Seeing Divine Secrets Through the Sea

Watching my youngest children at the sea is more interesting than watching the sea itself.

Our family ocean excursions always begin with my boundaries: it’s cold so don’t get wet, and certainly don’t swim; don’t trek a sandstorm into the car and house; and don’t – do not – collect any more shells to decorate our house, furniture, yard, porch, shelves.

I bring rules. They bring the most innocent anarchy. They swim with their clothes and get soaked. The car looks like a convertible that drove through a Saharan storm. I can feel the sand on our house floor for days. Shell skeletons surround our home – and I sometimes find desiccated marine creatures in the most unexpected places or, worse, smell them from afar.

We each have our rituals. My elder daughters meander. I walk the shore for exercise. My wife enjoys the ocean air. My little ones disembark and plant their flags of title on the entire shore with exultant shrieks, as though explorers from a dry world of only sand, cacti and shrub.
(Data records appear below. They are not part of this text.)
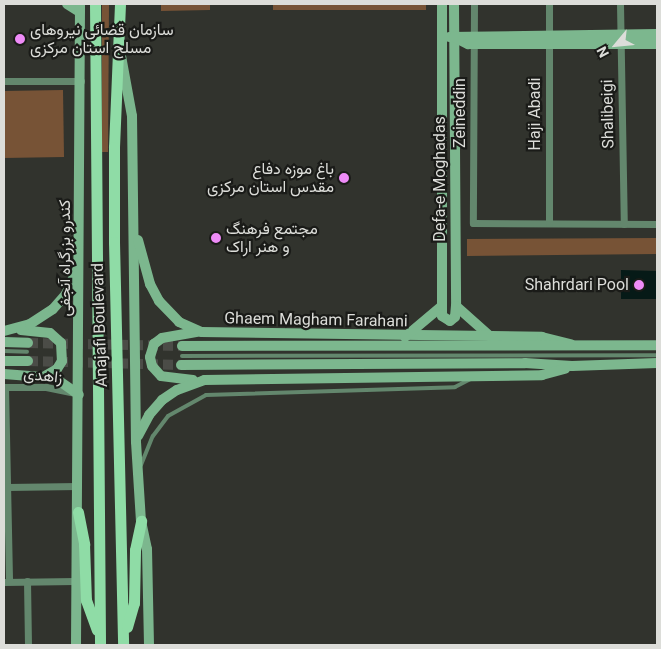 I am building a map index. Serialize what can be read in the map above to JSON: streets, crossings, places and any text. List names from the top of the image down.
{
  "streets": {
    "main road": ["Anajafi Boulevard"],
    "street": [
      "Zeineddin",
      "Haji Abadi",
      "Shalibeigi",
      "Defa-e Moghadas",
      "کندرو بزرگراه آنجفی",
      "Ghaem Magham Farahani",
      "زاهدی"
    ]
  },
  "crossings": [
    ["Zeineddin", "Haji Abadi"],
    ["کندرو بزرگراه آنجفی", "زاهدی"]
  ],
  "places": [
    "سازمان قضائی نیروهای مسلح استان مرکزی",
    "باغ موزه دفاع مقدس استان مرکزی",
    "مجتمع فرهنگ و هنر اراک",
    "Shahrdari Pool"
  ],
  "north": "bottom left"
} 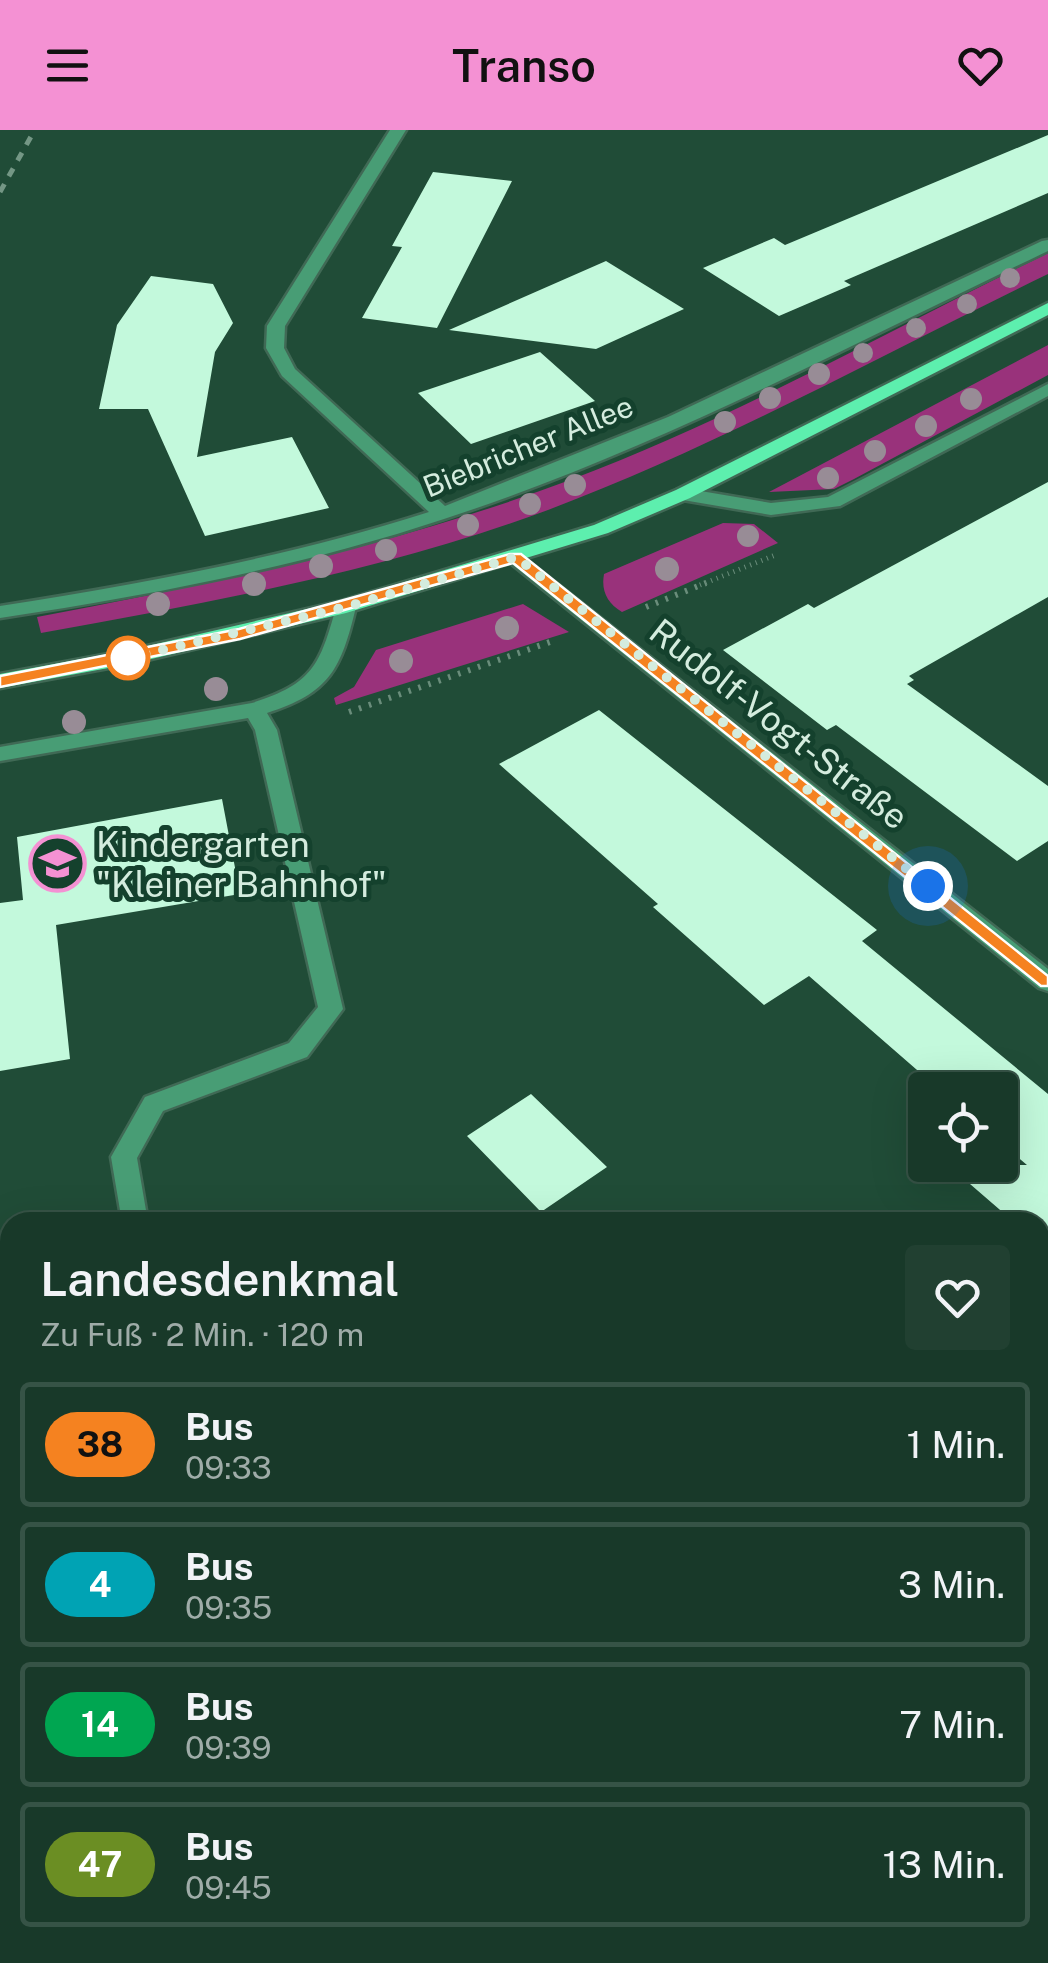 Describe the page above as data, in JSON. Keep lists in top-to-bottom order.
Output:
{
  "streets": {
    "street": ["Biebricher Allee", "Rudolf-Vogt-Straße"]
  },
  "places": {
    "school or university": ["Kindergarten \"Kleiner Bahnhof\""]
  },
  "lines": ["bus line 38"],
  "page": {
    "header": "Transo",
    "heading": ["Landesdenkmal", "Zu Fuß · 2 Min. · 120 m"],
    "list": [
      {
        "mark": "38",
        "name": "Bus",
        "note": "09:33",
        "value": "1 Min."
      },
      {
        "mark": "4",
        "name": "Bus",
        "note": "09:35",
        "value": "3 Min."
      },
      {
        "mark": "14",
        "name": "Bus",
        "note": "09:39",
        "value": "7 Min."
      },
      {
        "mark": "47",
        "name": "Bus",
        "note": "09:45",
        "value": "13 Min."
      }
    ]
  }
} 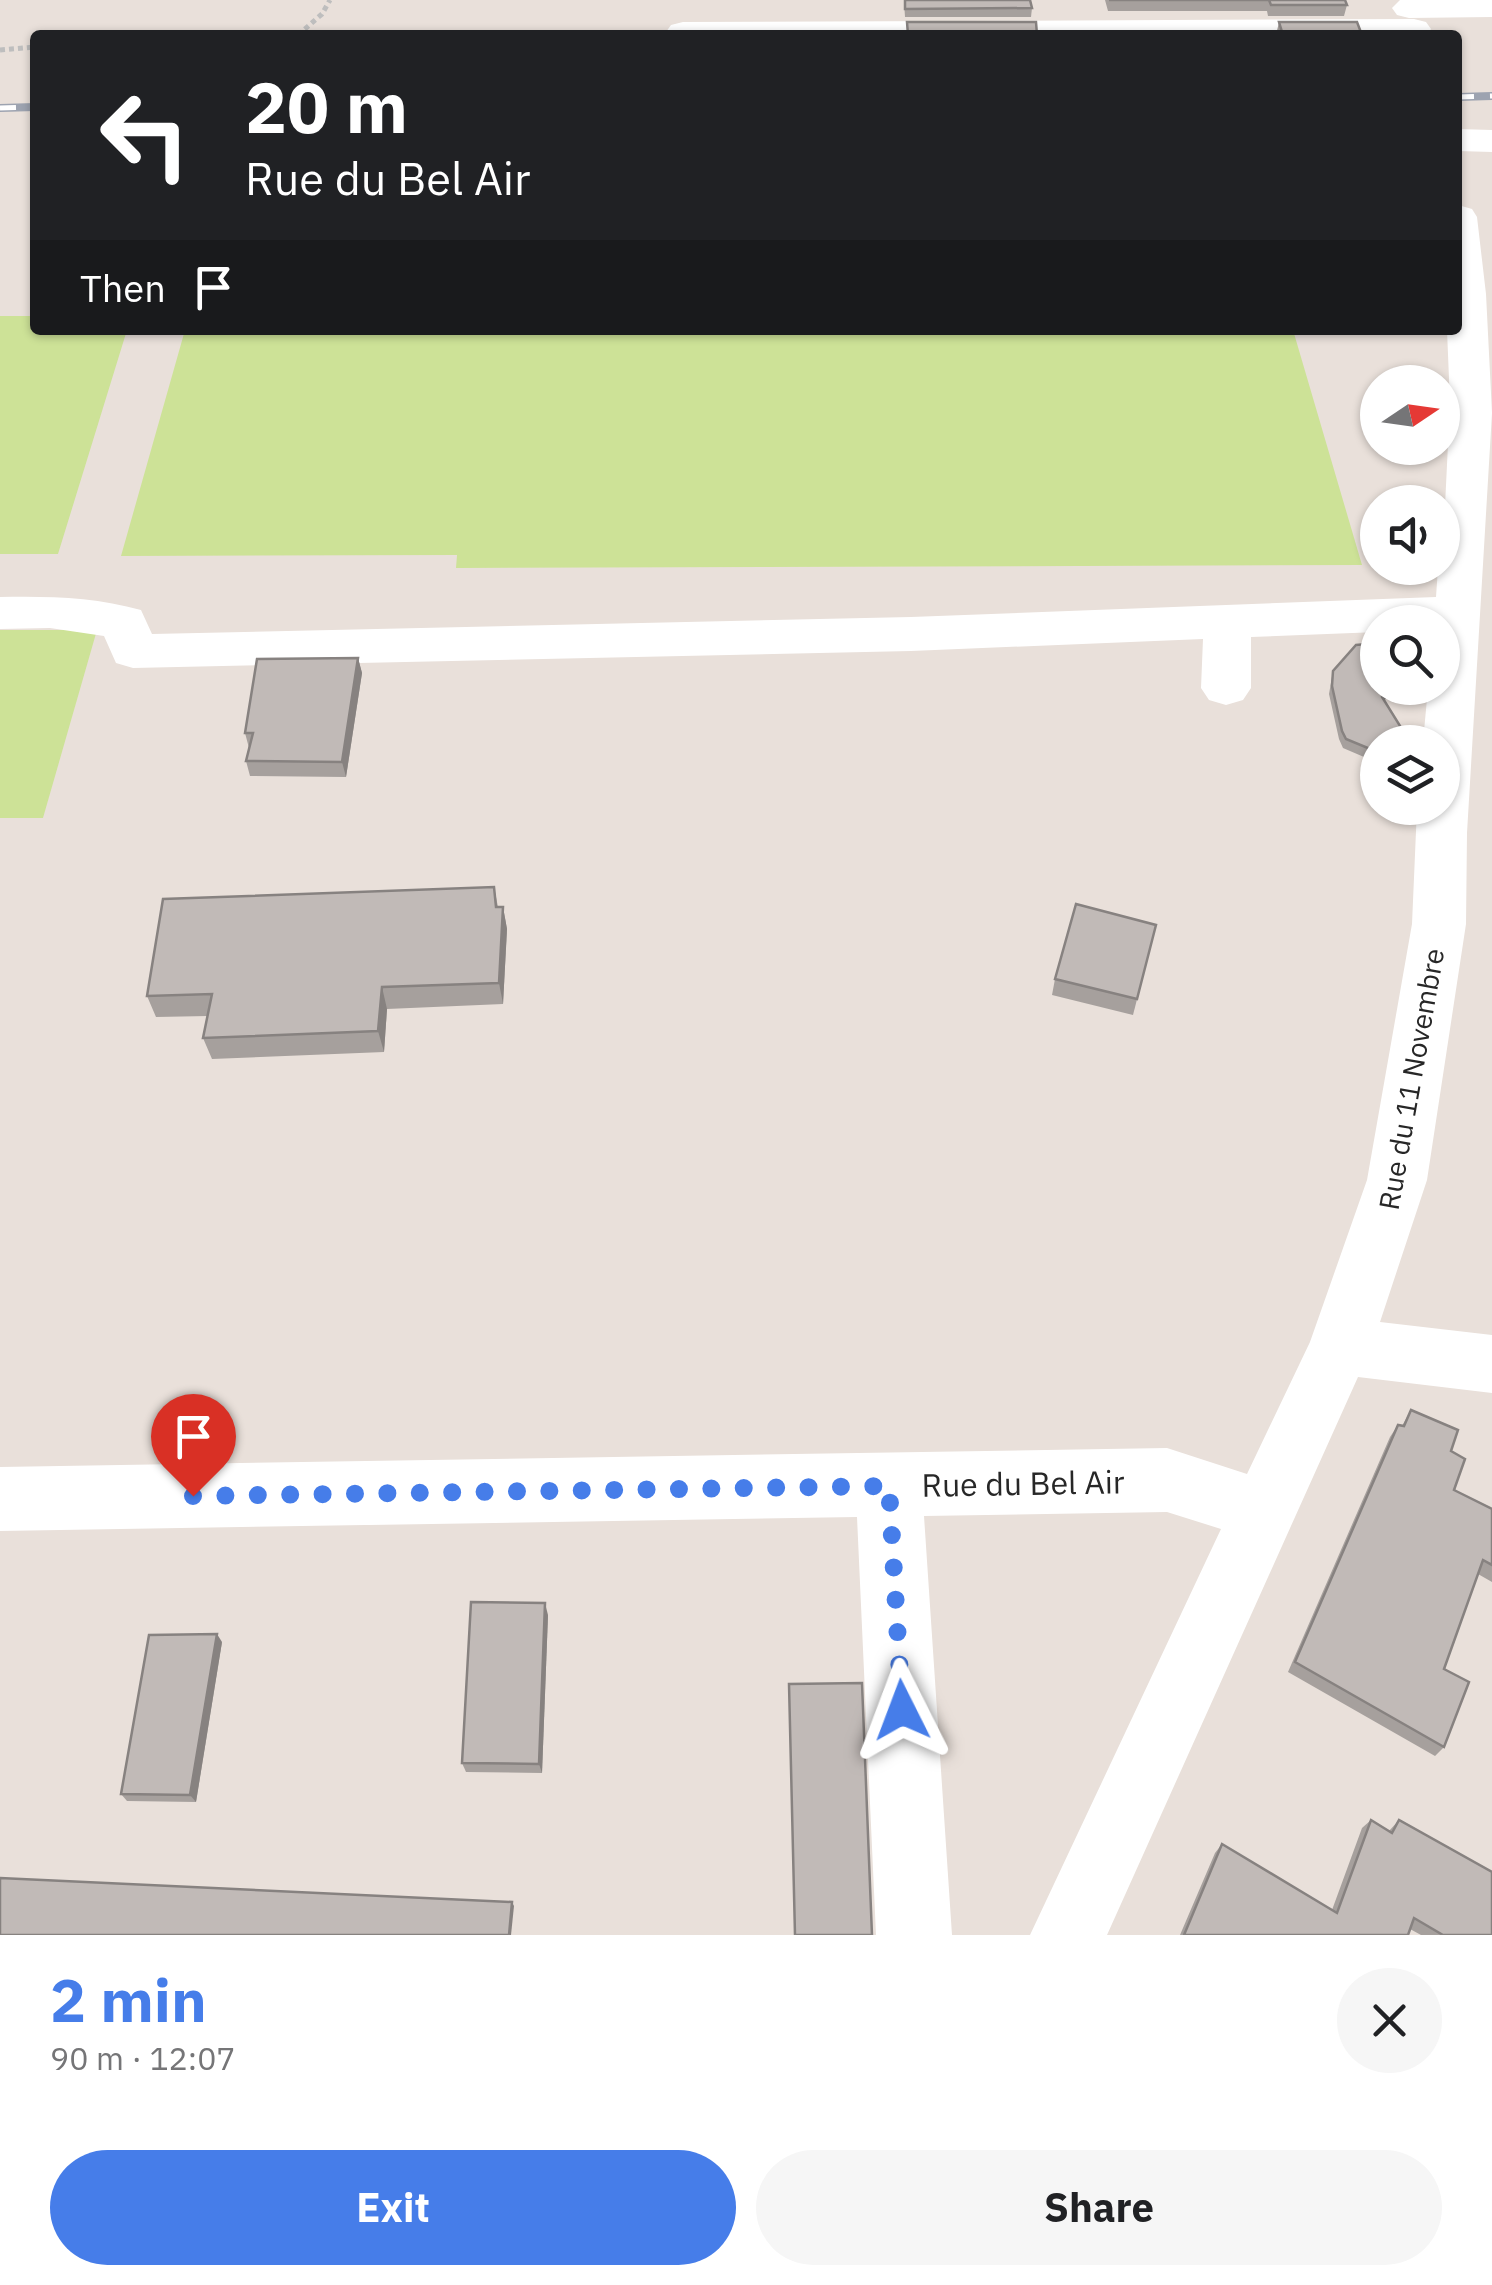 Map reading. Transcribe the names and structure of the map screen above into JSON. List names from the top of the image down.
{
  "streets": {
    "street": ["Rue du 11 Novembre", "Rue du Bel Air"]
  },
  "crossings": [
    ["Rue du 11 Novembre", "Rue du Bel Air"]
  ],
  "north": "right",
  "page": {
    "turn": ["20 m", "Rue du Bel Air"],
    "then": "Then",
    "heading": ["2 min", "90 m · 12:07"],
    "buttons": ["Exit", "Share"]
  }
}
It’s an enviable sea dementia. For a brief time, they claim the entire sea, horizon to horizon, with all their little beings.

They have no need for mere castles; they build architectural feats that defy description. They create communities and mini-worlds in sand and surf. They build canals, moats, waterways and irrigate the sea itself.

They run circles round the sea until one of them falls down dizzy. They splash, wade, tip-toe. They spray water, scoop it up, channel it, bury it, flick it. They sit in the ocean, fall in, jump in, dive in. They play with foam, sometimes as friend, sometimes as foe. They hop and skip over waves, in moods that change with the tide, in moods that change with the moon. For hours. And if we let them – forever.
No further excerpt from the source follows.